In case you missed it, the New York Times reported a super PAC called the Ending Spending Action Fund – a separate entity from Mitt Romney’s campaign and working independently from them – was thinking about making Wright’s statements a campaign issue after this year’s Democratic National Convention. This didn’t come from a group of people brainstorming or having an extended spit-balling session. They were going to use racial divisiveness and fear to win votes.

From the New York Times:

The plan, which is awaiting approval, calls for running commercials linking Mr. Obama to incendiary comments by his former spiritual adviser, the Rev. Jeremiah A. Wright Jr., whose race-related sermons made him a highly charged figure in the 2008 campaign.

“The world is about to see Jeremiah Wright and understand his influence on Barack Obama for the first time in a big, attention-arresting way,” says the proposal, which was overseen by Fred Davis and commissioned by Joe Ricketts, the founder of the brokerage firm TD Ameritrade. Mr.
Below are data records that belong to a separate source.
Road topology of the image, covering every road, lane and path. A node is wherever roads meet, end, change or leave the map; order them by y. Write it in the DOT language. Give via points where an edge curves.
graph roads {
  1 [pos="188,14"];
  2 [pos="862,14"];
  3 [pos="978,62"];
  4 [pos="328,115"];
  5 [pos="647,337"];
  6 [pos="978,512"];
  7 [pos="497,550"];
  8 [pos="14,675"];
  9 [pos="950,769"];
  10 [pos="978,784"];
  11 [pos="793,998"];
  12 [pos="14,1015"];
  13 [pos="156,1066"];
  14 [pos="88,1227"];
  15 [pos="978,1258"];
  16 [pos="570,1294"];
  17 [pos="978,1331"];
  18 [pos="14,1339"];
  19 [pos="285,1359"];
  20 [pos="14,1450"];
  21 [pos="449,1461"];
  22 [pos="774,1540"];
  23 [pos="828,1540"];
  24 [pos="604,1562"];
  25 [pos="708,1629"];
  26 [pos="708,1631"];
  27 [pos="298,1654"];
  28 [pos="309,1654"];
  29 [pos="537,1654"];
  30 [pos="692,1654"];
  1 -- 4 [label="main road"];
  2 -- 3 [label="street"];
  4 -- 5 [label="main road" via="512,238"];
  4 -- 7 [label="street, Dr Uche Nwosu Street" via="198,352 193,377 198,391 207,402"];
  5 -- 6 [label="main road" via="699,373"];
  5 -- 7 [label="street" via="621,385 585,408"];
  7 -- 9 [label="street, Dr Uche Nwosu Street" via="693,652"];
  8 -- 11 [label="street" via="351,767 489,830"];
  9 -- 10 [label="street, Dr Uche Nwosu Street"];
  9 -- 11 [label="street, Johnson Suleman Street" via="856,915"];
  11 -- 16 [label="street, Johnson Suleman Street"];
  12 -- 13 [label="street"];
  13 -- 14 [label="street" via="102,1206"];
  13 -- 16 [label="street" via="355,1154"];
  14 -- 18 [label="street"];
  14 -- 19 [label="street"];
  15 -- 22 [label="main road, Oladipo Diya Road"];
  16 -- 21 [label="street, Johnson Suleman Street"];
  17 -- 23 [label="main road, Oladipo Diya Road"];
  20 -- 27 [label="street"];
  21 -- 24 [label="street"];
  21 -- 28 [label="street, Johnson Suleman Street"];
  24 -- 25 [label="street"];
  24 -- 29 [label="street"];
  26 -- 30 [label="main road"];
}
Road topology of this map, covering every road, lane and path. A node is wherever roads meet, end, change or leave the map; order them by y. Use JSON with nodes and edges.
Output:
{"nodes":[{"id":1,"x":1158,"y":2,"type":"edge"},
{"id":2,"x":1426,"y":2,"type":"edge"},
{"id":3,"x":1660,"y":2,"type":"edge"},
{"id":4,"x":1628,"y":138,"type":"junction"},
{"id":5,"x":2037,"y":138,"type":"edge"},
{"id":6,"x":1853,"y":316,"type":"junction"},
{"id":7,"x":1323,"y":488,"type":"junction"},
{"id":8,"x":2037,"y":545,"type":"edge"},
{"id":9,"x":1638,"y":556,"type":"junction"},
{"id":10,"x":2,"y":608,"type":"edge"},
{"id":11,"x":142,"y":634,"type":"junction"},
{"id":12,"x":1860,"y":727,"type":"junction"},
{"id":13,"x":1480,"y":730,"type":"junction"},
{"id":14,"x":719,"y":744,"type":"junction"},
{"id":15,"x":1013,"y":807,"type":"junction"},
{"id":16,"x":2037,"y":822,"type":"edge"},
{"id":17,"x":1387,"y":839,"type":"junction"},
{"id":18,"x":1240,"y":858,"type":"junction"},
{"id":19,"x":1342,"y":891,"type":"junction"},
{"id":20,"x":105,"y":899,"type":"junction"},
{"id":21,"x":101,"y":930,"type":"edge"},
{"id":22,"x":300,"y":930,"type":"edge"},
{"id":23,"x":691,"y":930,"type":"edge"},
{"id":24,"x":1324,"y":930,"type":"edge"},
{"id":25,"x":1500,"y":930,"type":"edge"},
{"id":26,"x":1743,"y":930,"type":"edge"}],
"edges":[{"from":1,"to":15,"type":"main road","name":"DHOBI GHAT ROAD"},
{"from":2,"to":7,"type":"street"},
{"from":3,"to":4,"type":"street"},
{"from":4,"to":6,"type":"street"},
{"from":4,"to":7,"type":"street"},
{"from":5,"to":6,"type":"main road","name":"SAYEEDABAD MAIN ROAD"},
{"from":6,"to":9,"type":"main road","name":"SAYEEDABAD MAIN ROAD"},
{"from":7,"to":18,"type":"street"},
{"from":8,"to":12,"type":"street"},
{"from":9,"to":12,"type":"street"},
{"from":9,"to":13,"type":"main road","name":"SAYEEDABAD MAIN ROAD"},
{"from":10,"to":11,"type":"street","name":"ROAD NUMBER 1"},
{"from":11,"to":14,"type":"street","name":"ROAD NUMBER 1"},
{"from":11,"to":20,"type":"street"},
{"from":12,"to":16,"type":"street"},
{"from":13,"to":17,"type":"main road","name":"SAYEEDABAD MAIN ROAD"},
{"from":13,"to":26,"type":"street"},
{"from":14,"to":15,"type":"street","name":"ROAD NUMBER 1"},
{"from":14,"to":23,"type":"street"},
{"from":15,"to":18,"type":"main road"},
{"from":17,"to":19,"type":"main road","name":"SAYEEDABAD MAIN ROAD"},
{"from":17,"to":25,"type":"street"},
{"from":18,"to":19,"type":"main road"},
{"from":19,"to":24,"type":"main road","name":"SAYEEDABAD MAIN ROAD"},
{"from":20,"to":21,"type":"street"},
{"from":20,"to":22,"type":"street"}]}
Ricketts is increasingly putting his fortune to work in conservative politics.

The $10 million plan, one of several being studied by Mr. Ricketts, includes preparations for how to respond to the charges of race-baiting it envisions if it highlights Mr. Obama’s former ties to Mr. Wright, who espouses what is known as “black liberation theology.”

After the plan was made public on Thursday, Mitt Romney repudiated it and a spokesperson for Ricketts said the billionaire rejects “that approach to politics.” So, it doesn’t look like that proposal will be executed. But why would a group of people write up a 54-page proposal and consider spending $10 million to stir up fear of black people? Why would they re-hash Rev. Wright’s sermons and try again to tie them to President Obama, who the Ricketts plan said deceived America into thinking he was a “metrosexual, black Abe Lincoln?”

Thursday’s news from the Census Bureau may have the answers. For the first time ever, there are more Hispanic, black and Asian babies in the U.S. under one-year old than there are white babies: 50.4% vs. 49.5% respectively. In other words, minority babies now outnumber white babies in America. The Census Bureau estimates the United States will be a minority-majority country, with whites making up less than half of the total population, by 2042.

It’s probably a coincidence that both stories came out within a day of each other, but that doesn’t mean the stories aren’t related. The people at the Ending Spending Action Fund who conceived the Wright plan, called “The Defeat of Barack Hussein Obama: The Ricketts Plan to End His Spending for Good,” know that many Americans are uncomfortable with the country’s changing color. The different skin tones and languages are redefining how America looks and sounds.

I’ve said before that Obama’s life story is the embodiment of the changing nature of race and class in America. For some Americans who think the U.S. should be a predominately white country where whites have all or most of the power, “Change You Can Believe In” might seem like a nightmare. These are some of the same people who believe Obama wasn’t born in the U.S., believe he is a secret Muslim and think he is only helping black people. Making Rev. Wright an issue again attempts to incite fear and motivate those people to vote against Obama.

Change doesn’t need to be feared. In fact, it should be embraced. Fast. As the Census numbers point out, change isn’t on the way. It’s happening right now.